Forum Moderators: phranque

Message Too Old, No Replies

%20/spaces in URLs - How does it affect a site and spiders

         

hannamyluv

3:30 pm on Apr 19, 2009 (gmt 0)

WebmasterWorld Senior Member 10+ Year Member Top Contributors Of The Month



Long, long time ago, when I first got into the tech field, I had a co-worker who was adement that files saved on the server not have spaces in them. Something about how it could foul up the system and better to just avoid them. I have always followed suit, as it seemed to make sense.

In the internet world, I know that 99% of people replace spaces with dashes, underscores or plus signs. Makes sense as well since different browsers translate the space, some put the %20 while others leave it a space.

So now I have a client who has rather sloppily just thrown category names, spaces and all, into their URLs. I have pleaded with them to change it as I am certain it will affect spidering somehow (and to be honest, the number of indexed pages has plummeted). Problem is, I am not 100% positive that it really is an issue and I am also not sure that if it is the case, why it affects the spiders or the site's performance.

This is the first time I have run into a client that has done this, honestly. Seems like every other developer just knows your don't leave spaces in the URL. I can't even seem to find any info on this.

Anyway, is the %20 an issue, really? Or am I just being anal? Why exactly is it an issue if it is one?

phranque

7:36 am on Apr 25, 2009 (gmt 0)

WebmasterWorld Administrator 10+ Year Member Top Contributors Of The Month



it's a problem if the keyword following the %20 is important since it won't get separated from the numeric code.
as described here:
Is %20 a Problem in URLs [webmasterworld.com]

g1smd

8:19 am on Apr 25, 2009 (gmt 0)

WebmasterWorld Senior Member 10+ Year Member Top Contributors Of The Month



Never use underscores or spaces in URLs.

Google does not treat two_words as being two words, and underscores visually disappear in underlined links.

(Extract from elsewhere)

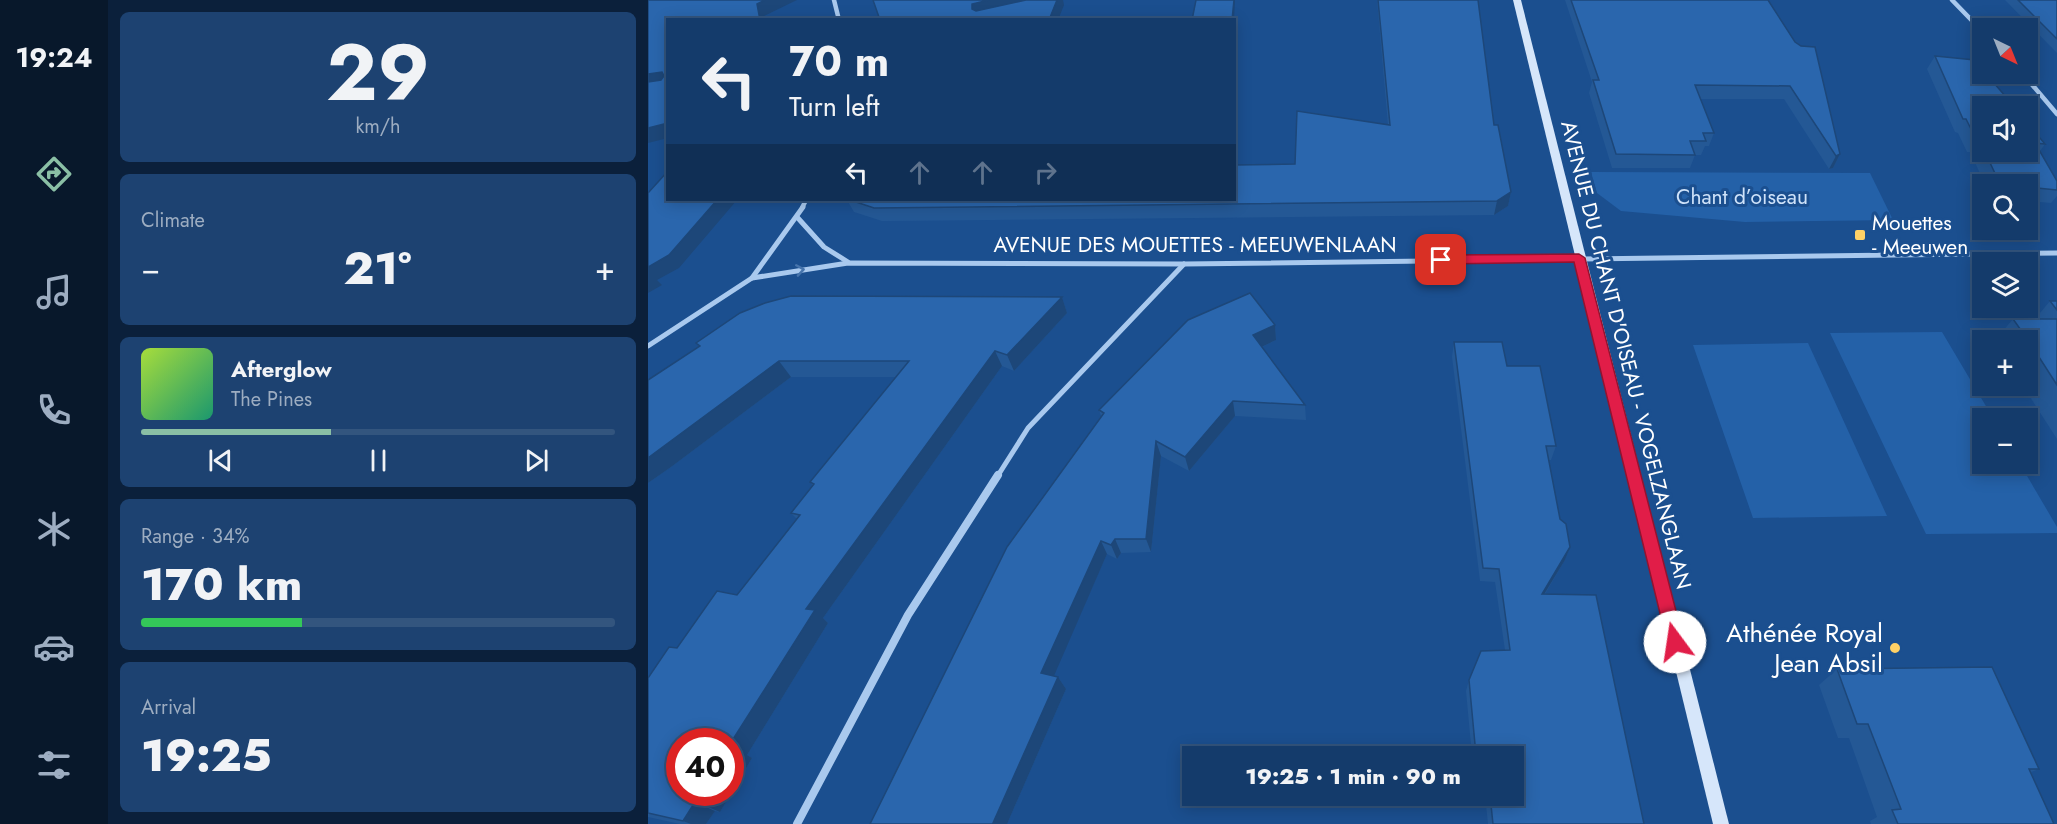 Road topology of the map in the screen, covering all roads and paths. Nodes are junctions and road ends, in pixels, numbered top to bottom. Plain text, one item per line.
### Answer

Spaces get converted to %20 and that makes%20the%20URL%20very%20hard%20to%20read.

Use hyphens, dots, commas, colons, the plus sign, whatever; avoid both spaces and underscores.

As for whether spaces are allowed by the server filesystem, that depends on the operating system running the server. Filenames are not URLs, the two things are only 'associated'. Avoid them there too, if you can.

BillyS

12:24 pm on Apr 25, 2009 (gmt 0)

WebmasterWorld Senior Member 10+ Year Member



Agree with g1smd... adding that if you change these then redirect the old urls to the new ones.

rocknbil

5:18 pm on Apr 25, 2009 (gmt 0)

WebmasterWorld Senior Member 10+ Year Member



So now I have a client who has rather sloppily just thrown category names, spaces and all, into their URLs. I have pleaded with them to change it.

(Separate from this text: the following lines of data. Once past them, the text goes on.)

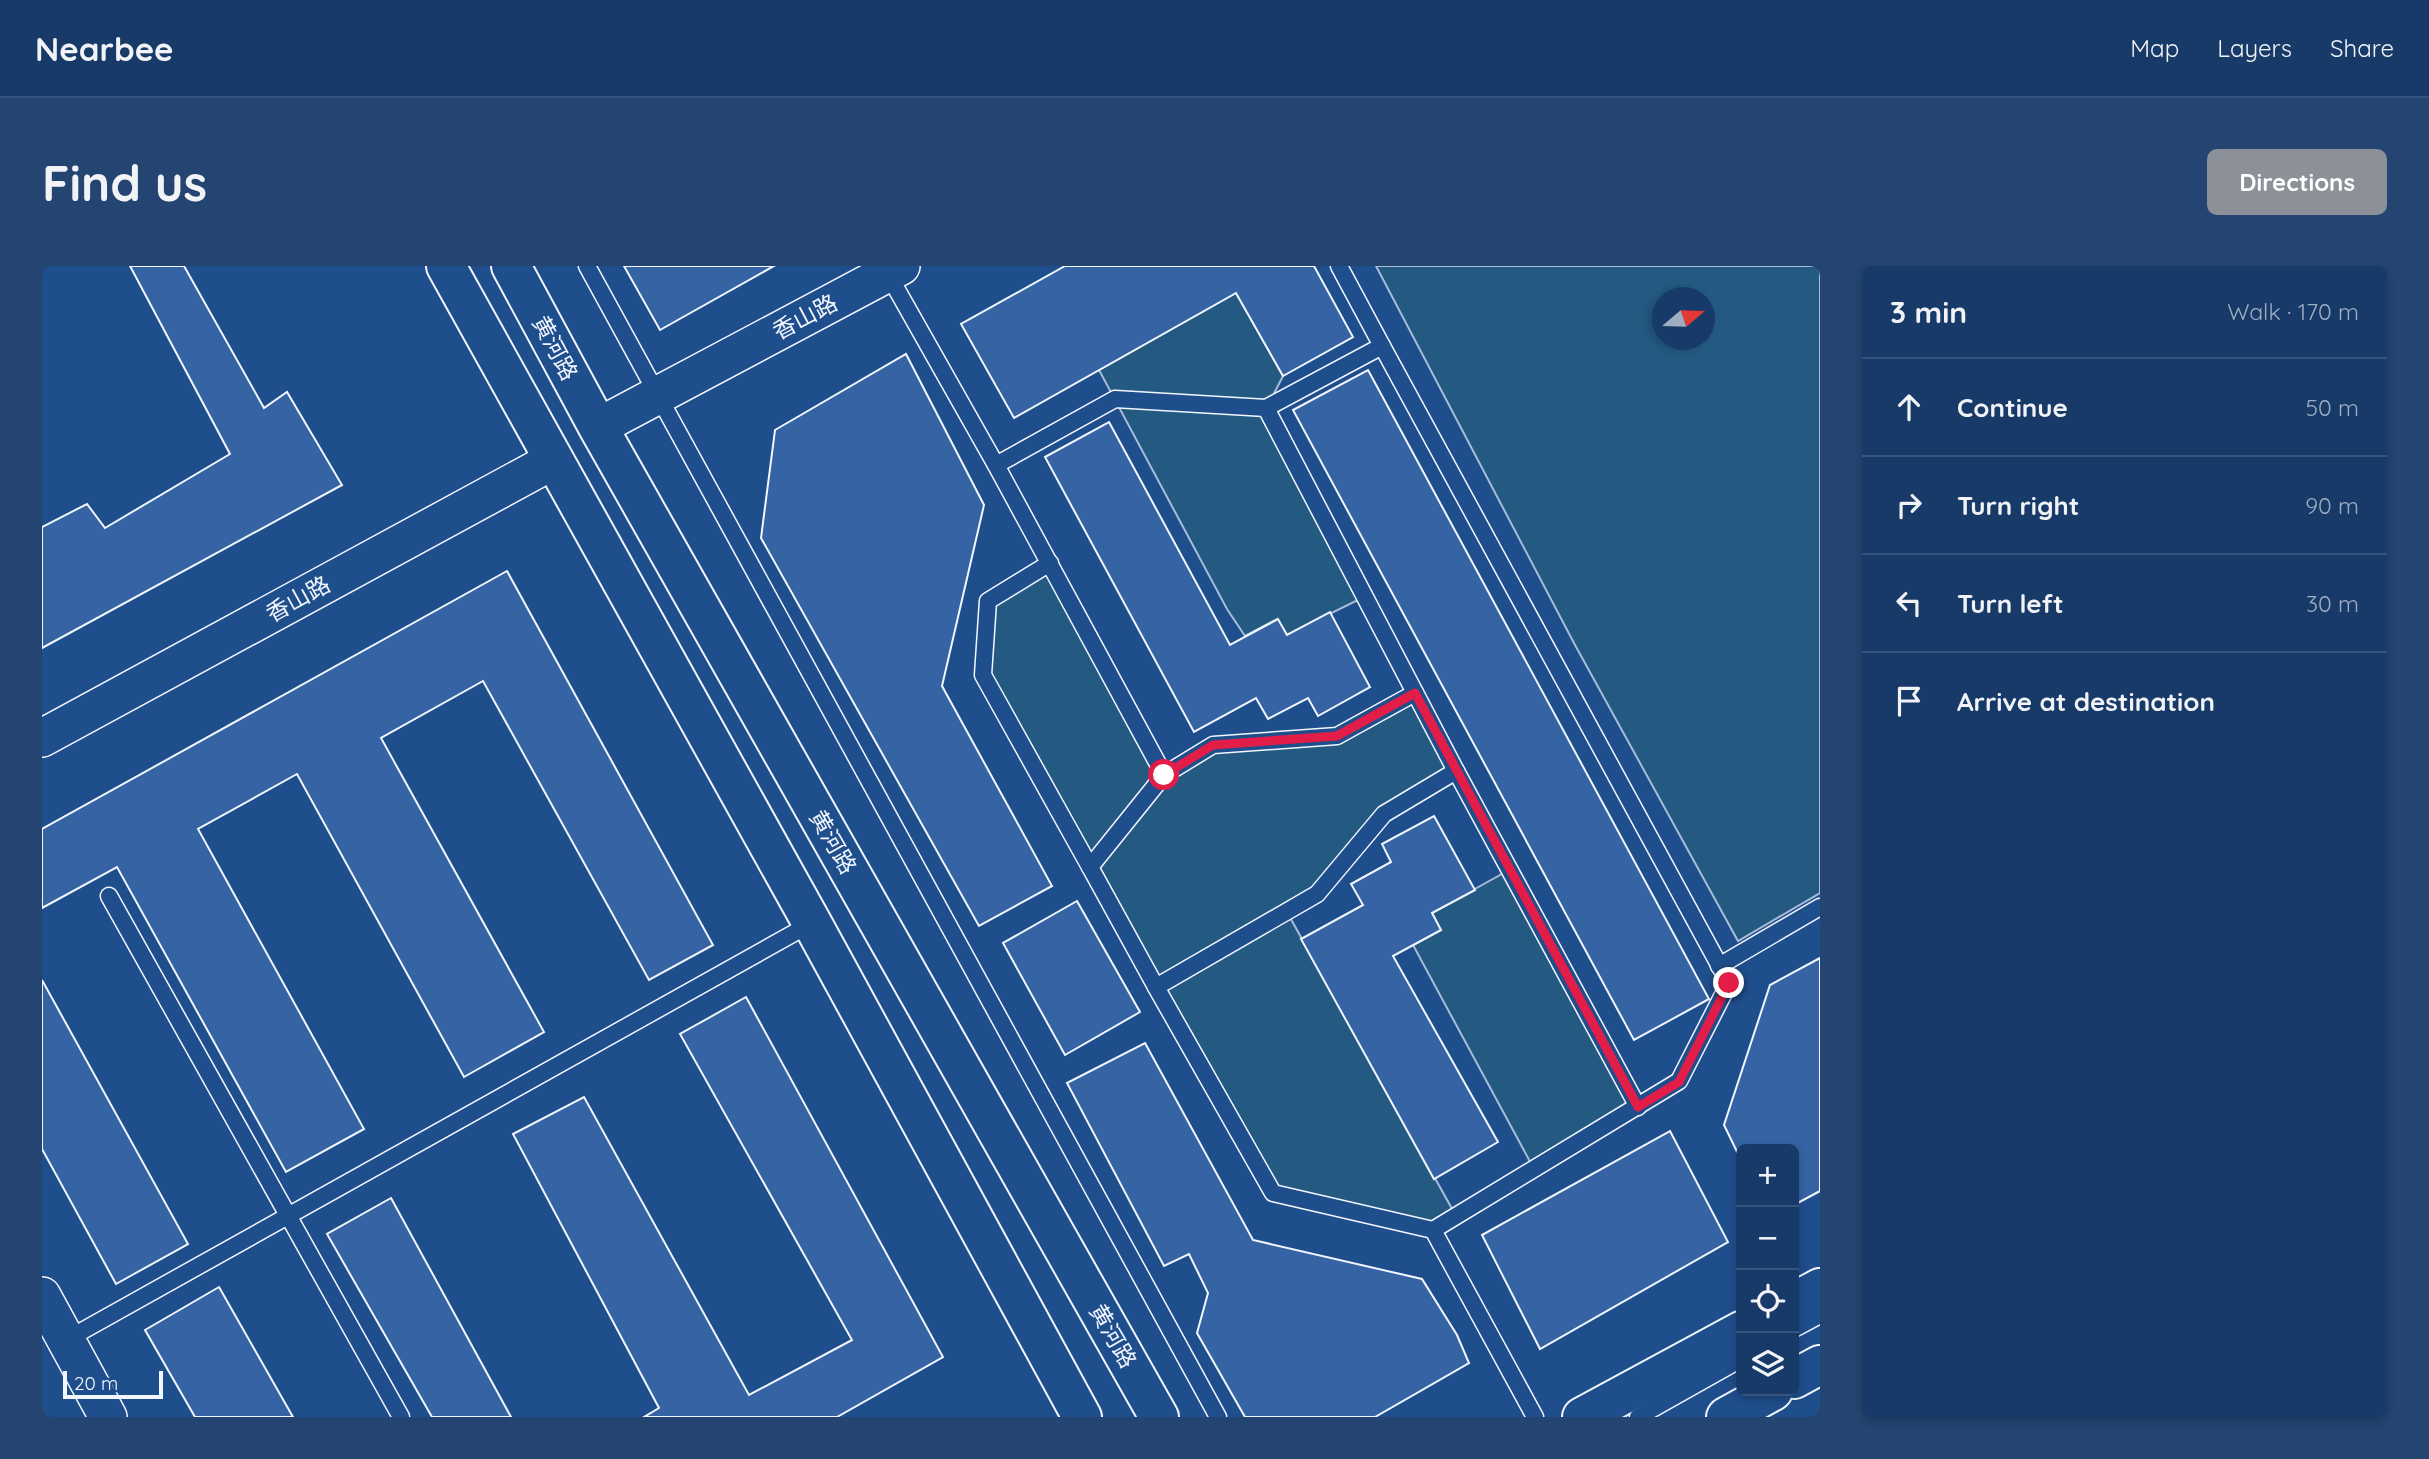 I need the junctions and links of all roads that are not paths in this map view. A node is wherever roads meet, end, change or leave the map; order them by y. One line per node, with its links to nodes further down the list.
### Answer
1 (446, 266): 10 (main road)
2 (511, 266): 9 (main road, 黄河路)
3 (587, 266): 7 (lane)
4 (1339, 266): 6 (lane)
5 (895, 270): 7 (street, 香山路); 11 (lane)
6 (1382, 346): 8 (lane); 21 (lane)
7 (657, 395): 9 (street, 香山路); 41 (lane)
8 (1266, 408): 11 (lane); 13 (lane)
9 (598, 427): 40 (main road, 黄河路)
10 (554, 460): 14 (street, 香山路); 20 (main road)
11 (996, 465): 12 (lane)
12 (1050, 563): 16 (lane); 17 (lane)
13 (1415, 693): 15 (lane); 16 (lane)
14 (42, 738)
15 (1456, 771): 22 (lane); 23 (lane)
16 (1164, 775): 17 (lane)
17 (1090, 867): 22 (lane)
18 (109, 896): 24 (lane)
19 (1820, 907): 21 (lane)
20 (813, 923): 24 (lane); 39 (main road)
21 (1720, 967): 23 (lane)
22 (1156, 987): 25 (lane)
23 (1638, 1107): 25 (lane)
24 (288, 1214): 32 (lane); 38 (lane)
25 (1433, 1230): 42 (lane)
26 (1820, 1288): 28 (main road)
27 (42, 1296): 32 (street)
28 (1799, 1300)
29 (1820, 1315): 30 (lane)
30 (1799, 1326)
31 (1737, 1333): 43 (main road)
32 (65, 1340): 37 (street)
33 (1736, 1362): 44 (lane)
34 (1820, 1365): 35 (main road)
35 (1799, 1377)
36 (1764, 1396): 45 (main road)
37 (108, 1417)
38 (401, 1417)
39 (1082, 1417)
40 (1159, 1417)
41 (1218, 1417)
42 (1535, 1417)
43 (1582, 1417)
44 (1638, 1417)
45 (1726, 1417)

As a programmer, I always turn these around: if a problem arises out of user error, it means there is a deficiency in my programming I have overlooked. I find it the "path of least resistance" to just program the fix into it. The "average user" doesn't understand half of what you tell them, much less remember it.

$separator = '-';

$url_title =~ s/\s+/$separator/g;

or more popular,

$url_title = preg_replace('/\s+/',$separator,$url_title);

Done.

As for the underscore issue, I have one site that uses underscores, not dashes, and I have read all the points about underscores. They are all perfectly valid and by better coders than I; still, while I agree on the hyperlink complaint, I'm still on the fence about how it affects SEO and user comprehension. This site is doing extremely well "as is."

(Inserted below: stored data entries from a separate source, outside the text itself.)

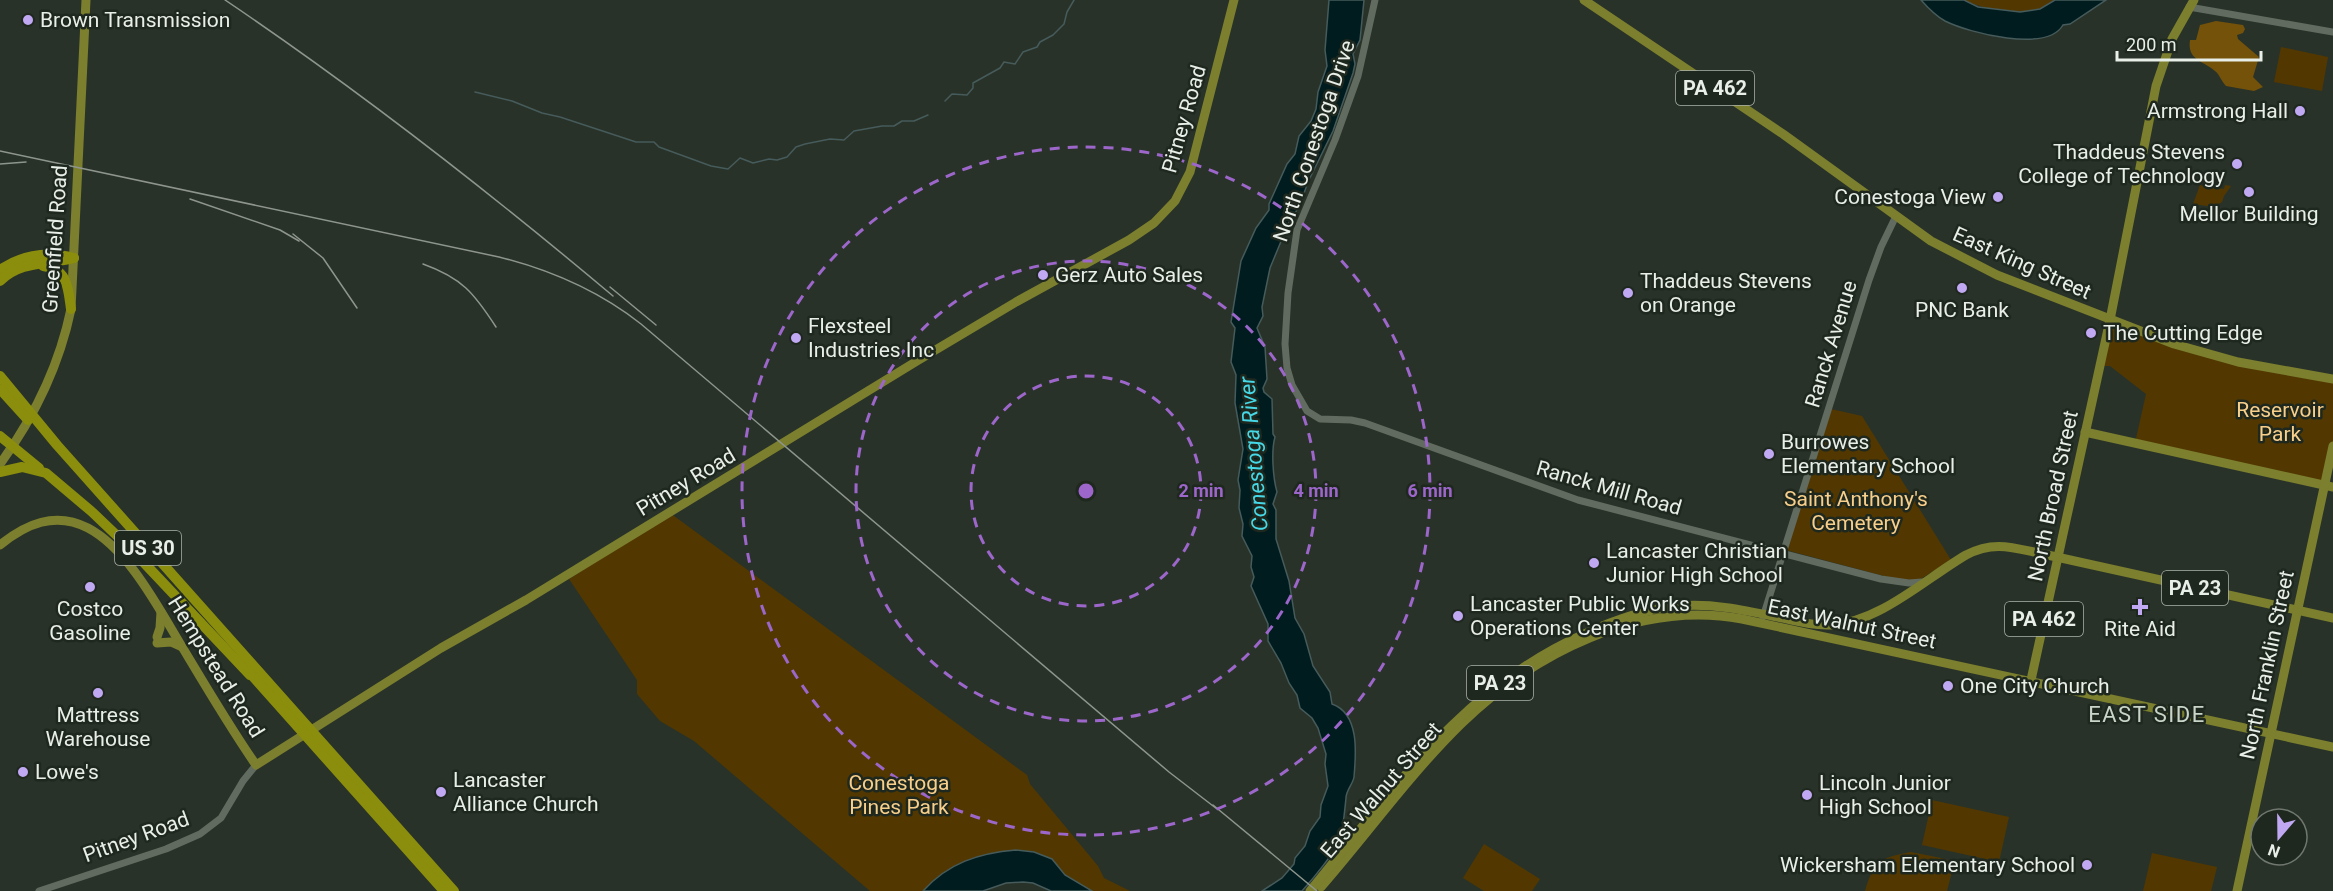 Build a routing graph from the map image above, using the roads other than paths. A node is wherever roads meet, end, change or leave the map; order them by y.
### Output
1 (86, 0) edge
2 (1234, 0) edge
3 (1375, 0) edge
4 (1584, 0) edge
5 (2191, 3) edge
6 (2333, 32) edge
7 (1896, 216) junction
8 (74, 258) junction
9 (22, 267) junction
10 (0, 270) edge
11 (0, 281) edge
12 (71, 309) junction
13 (2110, 320) junction
14 (0, 372) edge
15 (2333, 379) edge
16 (2, 383) edge
17 (1299, 400) joint
18 (2085, 432) junction
19 (0, 436) edge
20 (2333, 446) edge
21 (12, 447) junction
22 (0, 464) edge
23 (0, 472) edge
24 (46, 473) junction
25 (2329, 486) edge
26 (0, 545) edge
27 (1783, 552) junction
28 (2058, 557) junction
29 (1922, 582) junction
30 (2297, 610) junction
31 (161, 612) junction
32 (2333, 618) edge
33 (1763, 619) junction
34 (182, 647) junction
35 (2031, 680) junction
36 (261, 686) junction
37 (297, 720) junction
38 (2271, 733) junction
39 (318, 744) junction
40 (2333, 747) edge
41 (256, 765) junction
42 (39, 891) edge
43 (444, 891) edge
44 (456, 891) edge
45 (1310, 891) edge
46 (1317, 891) edge
47 (2236, 891) edge

1 - 8 main road, Greenfield Road
2 - 41 main road, Pitney Road
3 - 17 street, North Conestoga Drive
4 - 7 main road, East King Street / PA 462
5 - 6 street
5 - 13 main road, North Broad Street
7 - 13 main road, East King Street / PA 462
7 - 27 street, Ranck Avenue
8 - 9 highway
8 - 10 highway
8 - 12 main road, Greenfield Road
9 - 11 highway
9 - 12 highway
12 - 21 main road, Greenfield Road
13 - 15 main road, East King Street / PA 462
13 - 18 main road, North Broad Street / PA 462
14 - 16 highway
16 - 36 highway, US 30
16 - 37 highway, US 30
17 - 27 street, Ranck Mill Road
18 - 25 main road
18 - 28 main road, North Broad Street / PA 462
19 - 21 highway
20 - 25 main road, North Franklin Street
21 - 22 main road, Greenfield Road
21 - 24 highway
23 - 24 highway
24 - 36 highway
25 - 30 main road, North Franklin Street
26 - 31 main road, Hempstead Road
27 - 29 street, Ranck Mill Road
27 - 33 street, Ranck Avenue
28 - 29 main road, PA 23
28 - 30 main road, PA 23
28 - 35 main road, North Broad Street / PA 462
29 - 33 main road, East Walnut Street / PA 23
30 - 32 main road, PA 23
30 - 38 main road, North Franklin Street
31 - 34 main road, Hempstead Road
31 - 34 main road
33 - 35 main road, East Walnut Street / PA 23
33 - 45 main road, East Walnut Street / PA 23
33 - 46 main road, East Walnut Street / PA 23
34 - 41 main road, Hempstead Road
35 - 38 main road, East Walnut Street / PA 23
36 - 37 highway, US 30
37 - 39 highway, US 30
38 - 40 main road, East Walnut Street / PA 23
38 - 47 main road, North Franklin Street
39 - 43 highway, US 30
39 - 44 highway, US 30
41 - 42 street, Pitney Road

Most of it's user's can't even find the address bar, much less remember how to type

example.com/Green Widgets

But even if they can, see point #1 about path of least resistance:

(After unencoding, %20 becomes a regular space)

$separator = '_';

if ($url_title =~ /\s+/) {
$url_title =~ s/\s+/$separator/ig;
}

or

if (preg_match('/\s+/',$url_title) {
$url_title = preg_replace('/\s+/',$separator,$url_title);
}

<dons flame suit>

dailypress

1:44 am on May 6, 2009 (gmt 0)

WebmasterWorld Senior Member 10+ Year Member



I have done the same with old images. Image 1.jpg, Image 2.jpg and so on... Unfortunately I dont have the time to fix all of them and rather work on new pages.

Anyway, none of these images were indexed or at least I havent received Google traffic for any of them. the only pics I received traffic were the ones properly named!

Luckily I havent put space in my URL's except for the direct links to the old images: example.com/image%201.jpg

maximillianos

12:55 pm on May 6, 2009 (gmt 0)

WebmasterWorld Senior Member 10+ Year Member



We've had this problem arise out of error as well. It does not seem to affect ranking (as some such pages rank #1 for decent keyword terms), but it definitely does not look pretty.

Or as my landscaper calls my front yard, "a visual eyesore". ;-)